Work to be completed
Across the data below, state how many lines hold "from", and reply with nothing but that number.

** Opening Data for the task block **

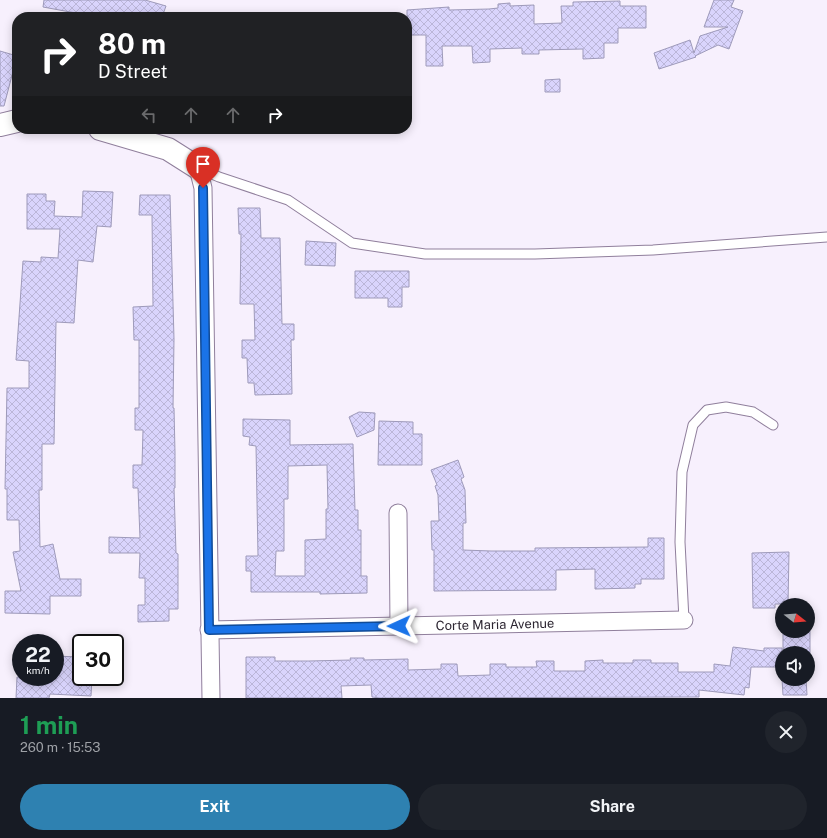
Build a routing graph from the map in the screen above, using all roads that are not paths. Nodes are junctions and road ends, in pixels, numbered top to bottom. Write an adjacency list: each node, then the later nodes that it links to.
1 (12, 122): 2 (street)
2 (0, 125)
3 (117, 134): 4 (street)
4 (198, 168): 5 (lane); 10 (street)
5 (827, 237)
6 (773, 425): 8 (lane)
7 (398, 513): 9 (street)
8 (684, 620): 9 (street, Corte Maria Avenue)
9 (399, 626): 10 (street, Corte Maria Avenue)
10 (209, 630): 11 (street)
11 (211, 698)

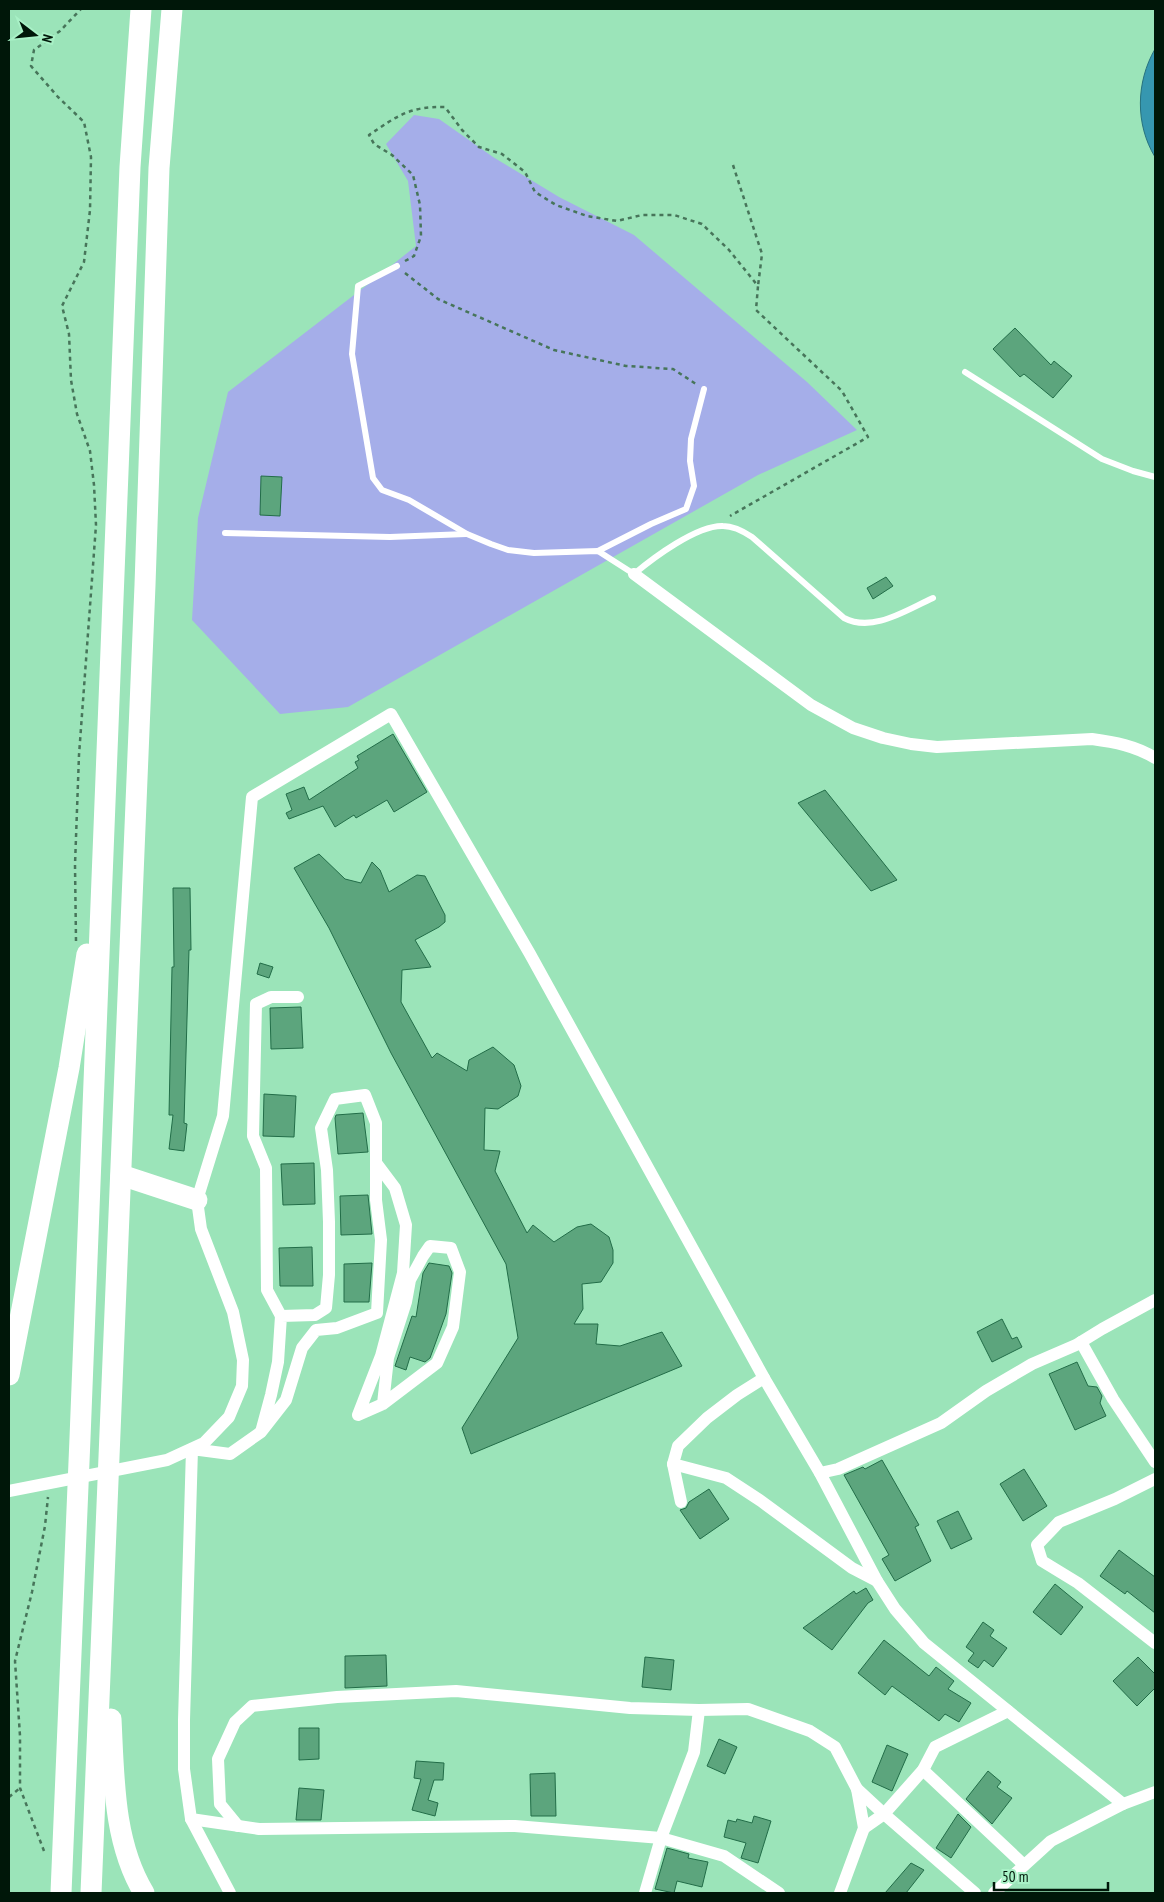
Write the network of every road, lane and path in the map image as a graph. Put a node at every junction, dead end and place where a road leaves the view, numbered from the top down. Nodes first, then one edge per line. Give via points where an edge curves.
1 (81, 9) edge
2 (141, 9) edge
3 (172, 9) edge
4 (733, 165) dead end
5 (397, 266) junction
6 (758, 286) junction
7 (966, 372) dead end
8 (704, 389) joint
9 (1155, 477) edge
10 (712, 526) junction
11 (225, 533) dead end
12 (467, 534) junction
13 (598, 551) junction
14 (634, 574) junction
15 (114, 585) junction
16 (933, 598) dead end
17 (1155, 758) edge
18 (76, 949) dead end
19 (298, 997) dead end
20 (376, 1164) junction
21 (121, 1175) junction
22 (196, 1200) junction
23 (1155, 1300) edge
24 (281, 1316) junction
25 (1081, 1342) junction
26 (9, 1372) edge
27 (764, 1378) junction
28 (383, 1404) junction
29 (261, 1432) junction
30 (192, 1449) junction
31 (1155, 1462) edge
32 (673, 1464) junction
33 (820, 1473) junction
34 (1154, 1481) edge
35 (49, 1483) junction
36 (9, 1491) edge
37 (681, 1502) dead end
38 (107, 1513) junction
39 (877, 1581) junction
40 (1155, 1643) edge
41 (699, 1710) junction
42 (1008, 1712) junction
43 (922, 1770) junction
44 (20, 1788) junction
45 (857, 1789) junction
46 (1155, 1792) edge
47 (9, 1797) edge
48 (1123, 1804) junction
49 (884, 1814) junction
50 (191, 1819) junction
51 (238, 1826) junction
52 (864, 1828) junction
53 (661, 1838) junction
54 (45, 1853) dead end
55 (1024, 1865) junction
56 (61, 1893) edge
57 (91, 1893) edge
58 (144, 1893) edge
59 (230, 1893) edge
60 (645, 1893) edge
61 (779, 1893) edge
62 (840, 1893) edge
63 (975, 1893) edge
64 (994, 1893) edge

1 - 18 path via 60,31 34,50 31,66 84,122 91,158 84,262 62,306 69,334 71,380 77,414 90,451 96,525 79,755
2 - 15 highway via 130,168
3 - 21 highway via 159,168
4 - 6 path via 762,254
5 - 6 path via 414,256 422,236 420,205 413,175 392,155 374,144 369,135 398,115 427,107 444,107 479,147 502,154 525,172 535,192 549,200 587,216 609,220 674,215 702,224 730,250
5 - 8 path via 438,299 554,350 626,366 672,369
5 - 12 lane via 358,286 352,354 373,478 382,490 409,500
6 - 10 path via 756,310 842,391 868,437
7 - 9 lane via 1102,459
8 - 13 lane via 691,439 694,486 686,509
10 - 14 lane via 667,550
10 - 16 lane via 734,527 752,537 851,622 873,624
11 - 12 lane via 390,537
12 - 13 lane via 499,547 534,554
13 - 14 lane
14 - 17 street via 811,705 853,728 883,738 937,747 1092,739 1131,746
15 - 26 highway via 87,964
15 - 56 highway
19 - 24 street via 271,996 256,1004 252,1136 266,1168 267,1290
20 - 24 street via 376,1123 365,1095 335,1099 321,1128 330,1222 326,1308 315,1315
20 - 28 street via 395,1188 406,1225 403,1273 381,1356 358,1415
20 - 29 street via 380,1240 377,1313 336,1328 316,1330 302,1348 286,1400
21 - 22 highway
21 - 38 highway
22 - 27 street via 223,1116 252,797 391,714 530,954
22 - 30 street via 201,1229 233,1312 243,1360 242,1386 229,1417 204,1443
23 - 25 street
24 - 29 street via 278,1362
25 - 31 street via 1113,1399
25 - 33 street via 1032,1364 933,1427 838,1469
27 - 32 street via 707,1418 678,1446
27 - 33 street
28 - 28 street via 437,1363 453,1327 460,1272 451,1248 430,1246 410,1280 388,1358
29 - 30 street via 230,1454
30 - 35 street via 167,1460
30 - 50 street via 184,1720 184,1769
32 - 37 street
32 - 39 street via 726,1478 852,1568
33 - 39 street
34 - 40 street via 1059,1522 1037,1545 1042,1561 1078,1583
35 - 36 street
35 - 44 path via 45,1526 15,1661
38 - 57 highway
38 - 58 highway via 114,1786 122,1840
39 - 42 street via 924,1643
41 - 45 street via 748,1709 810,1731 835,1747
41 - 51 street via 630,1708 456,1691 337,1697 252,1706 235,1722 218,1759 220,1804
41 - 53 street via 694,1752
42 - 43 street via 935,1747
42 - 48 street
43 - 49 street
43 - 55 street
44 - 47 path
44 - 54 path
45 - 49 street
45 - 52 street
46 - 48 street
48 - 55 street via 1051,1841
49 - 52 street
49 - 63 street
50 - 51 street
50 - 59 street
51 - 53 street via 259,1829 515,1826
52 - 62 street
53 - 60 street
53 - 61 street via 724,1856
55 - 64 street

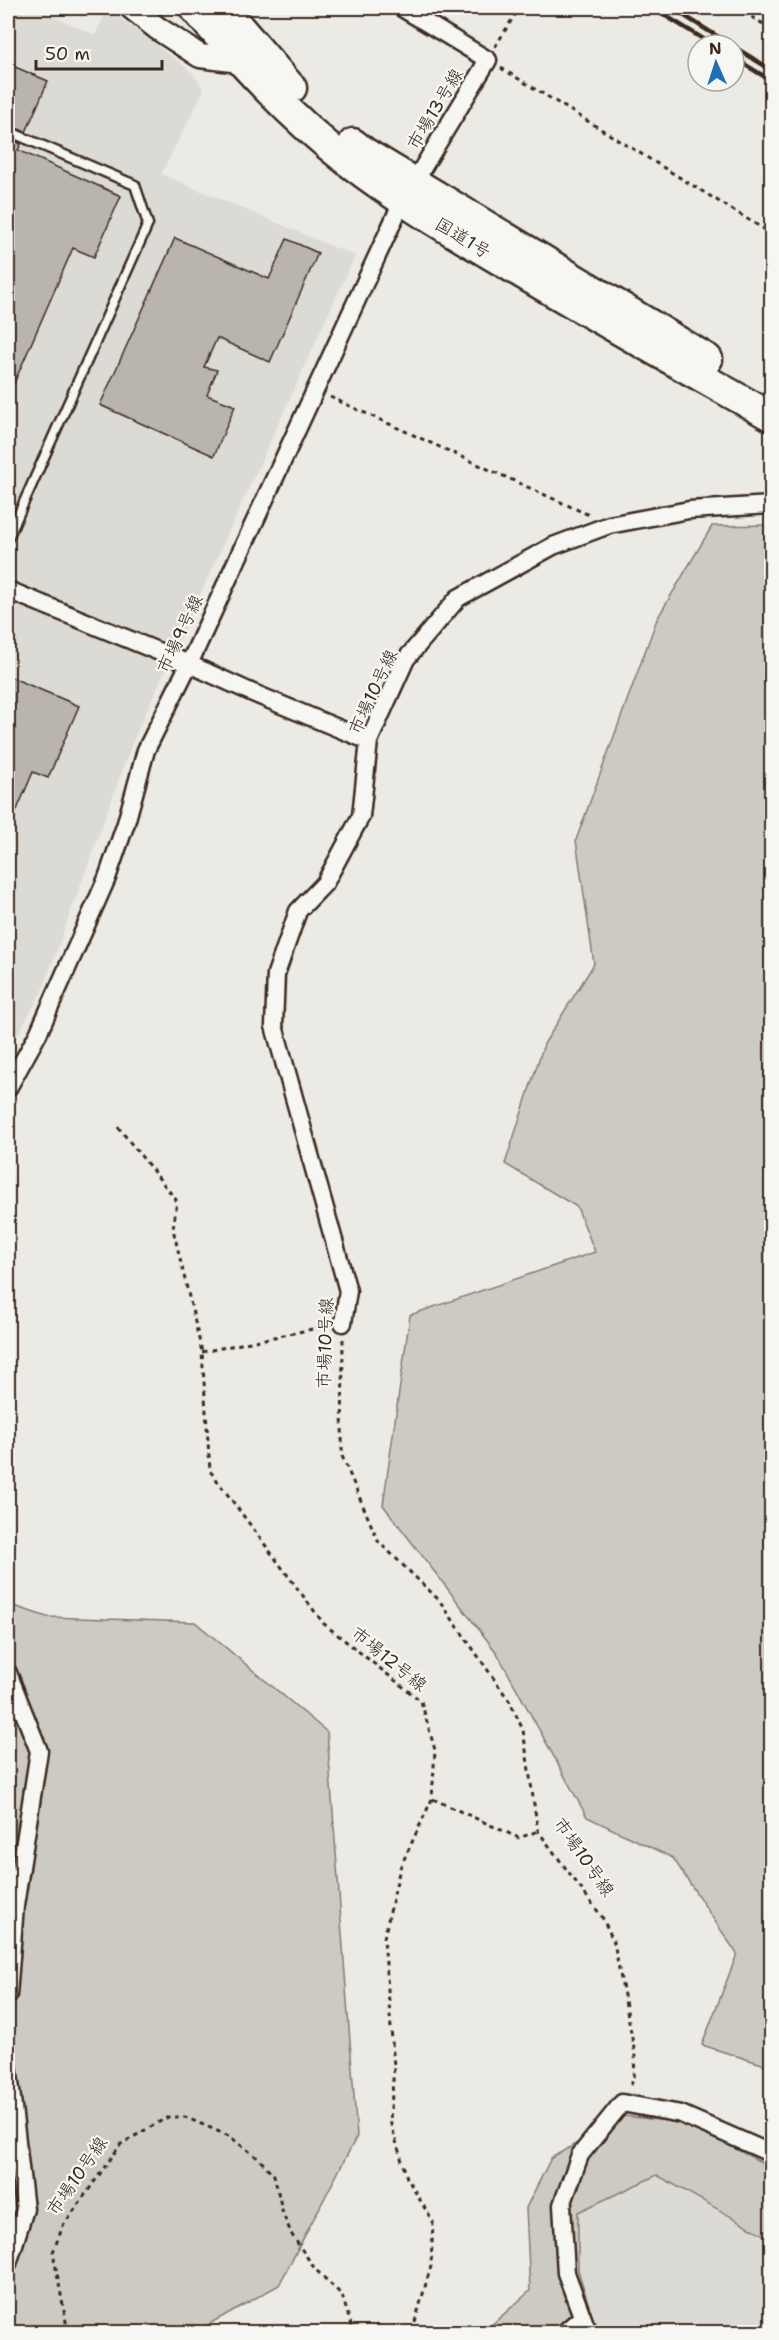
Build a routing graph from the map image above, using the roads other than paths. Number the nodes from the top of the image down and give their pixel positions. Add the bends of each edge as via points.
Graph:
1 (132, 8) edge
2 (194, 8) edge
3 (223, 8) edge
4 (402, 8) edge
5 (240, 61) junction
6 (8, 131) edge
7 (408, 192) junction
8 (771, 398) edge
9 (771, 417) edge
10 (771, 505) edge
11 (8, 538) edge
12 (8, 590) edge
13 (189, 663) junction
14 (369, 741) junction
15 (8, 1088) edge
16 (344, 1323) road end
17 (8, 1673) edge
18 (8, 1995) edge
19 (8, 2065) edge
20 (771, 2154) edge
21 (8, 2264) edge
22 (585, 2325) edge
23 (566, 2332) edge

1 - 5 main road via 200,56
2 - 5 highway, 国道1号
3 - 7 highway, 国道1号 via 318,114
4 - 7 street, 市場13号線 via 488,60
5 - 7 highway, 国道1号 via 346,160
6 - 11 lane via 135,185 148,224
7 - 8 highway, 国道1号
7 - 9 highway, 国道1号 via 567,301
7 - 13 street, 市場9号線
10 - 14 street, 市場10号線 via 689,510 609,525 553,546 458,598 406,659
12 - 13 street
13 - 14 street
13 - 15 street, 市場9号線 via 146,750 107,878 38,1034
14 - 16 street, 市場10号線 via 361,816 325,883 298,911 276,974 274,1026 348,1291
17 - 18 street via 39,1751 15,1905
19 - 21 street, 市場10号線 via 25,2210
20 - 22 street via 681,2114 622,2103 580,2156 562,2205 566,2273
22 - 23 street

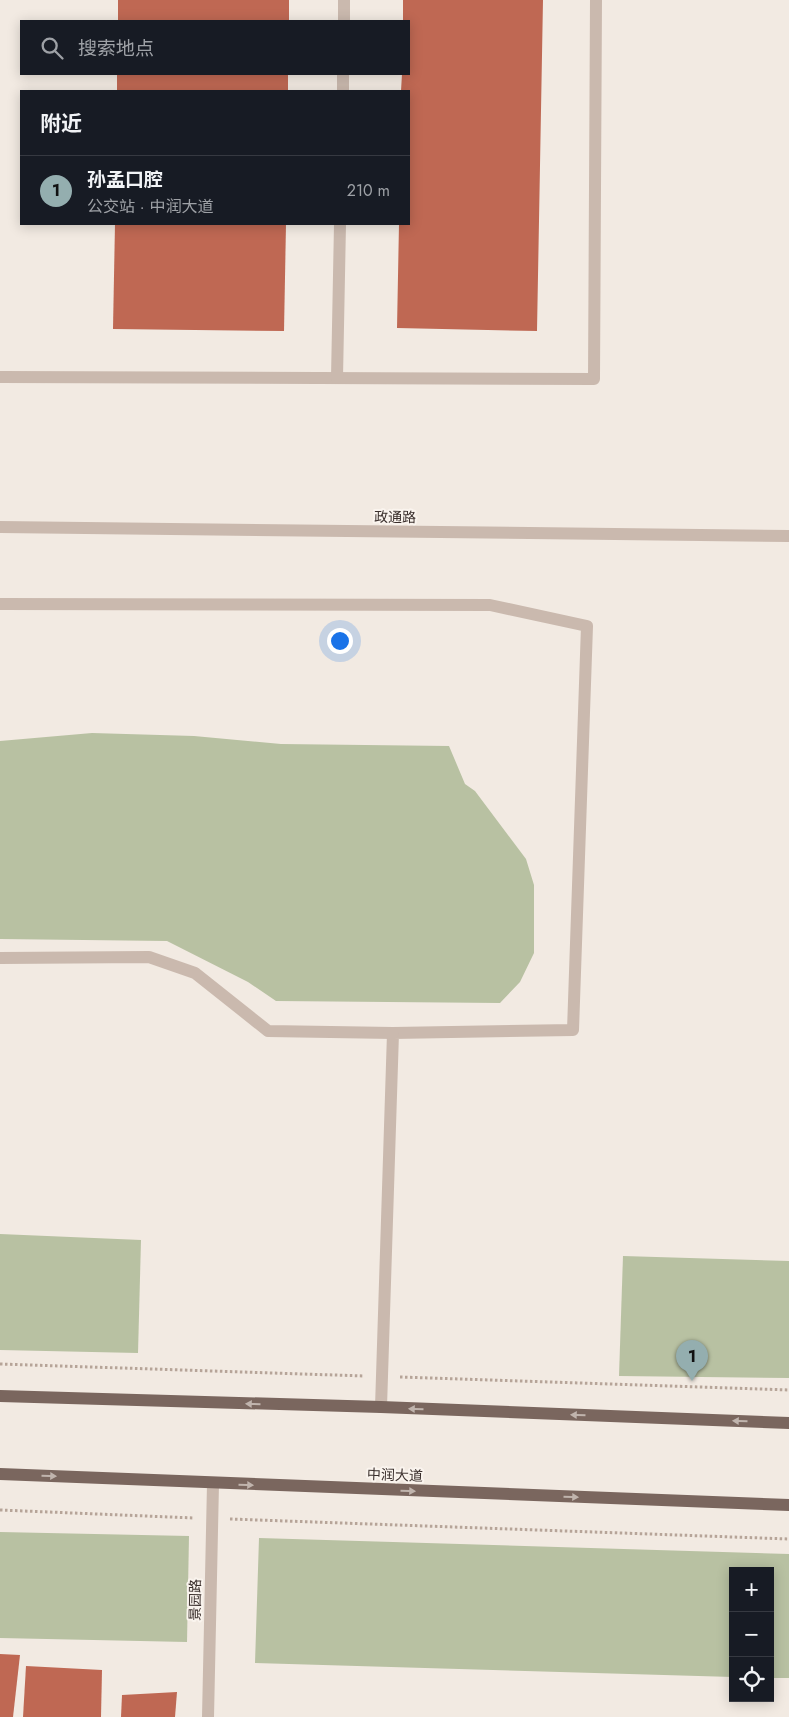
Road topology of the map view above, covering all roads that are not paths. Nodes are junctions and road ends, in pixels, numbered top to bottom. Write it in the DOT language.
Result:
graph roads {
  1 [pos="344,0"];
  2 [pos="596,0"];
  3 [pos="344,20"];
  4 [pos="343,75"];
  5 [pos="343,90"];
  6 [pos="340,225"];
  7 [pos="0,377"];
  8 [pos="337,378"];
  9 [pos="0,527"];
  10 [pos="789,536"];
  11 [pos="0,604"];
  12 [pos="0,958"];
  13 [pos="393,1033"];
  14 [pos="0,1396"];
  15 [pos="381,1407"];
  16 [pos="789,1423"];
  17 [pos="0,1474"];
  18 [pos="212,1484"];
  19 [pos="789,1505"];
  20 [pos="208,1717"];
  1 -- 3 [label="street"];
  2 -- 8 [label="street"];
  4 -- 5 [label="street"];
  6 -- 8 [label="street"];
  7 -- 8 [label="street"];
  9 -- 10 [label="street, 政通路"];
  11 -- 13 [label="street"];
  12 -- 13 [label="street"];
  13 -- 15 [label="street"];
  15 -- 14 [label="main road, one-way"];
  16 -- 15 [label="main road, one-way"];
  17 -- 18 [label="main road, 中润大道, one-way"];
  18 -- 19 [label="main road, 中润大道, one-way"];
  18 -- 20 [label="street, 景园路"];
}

** Closing Data for the task block **

Answer for the task
3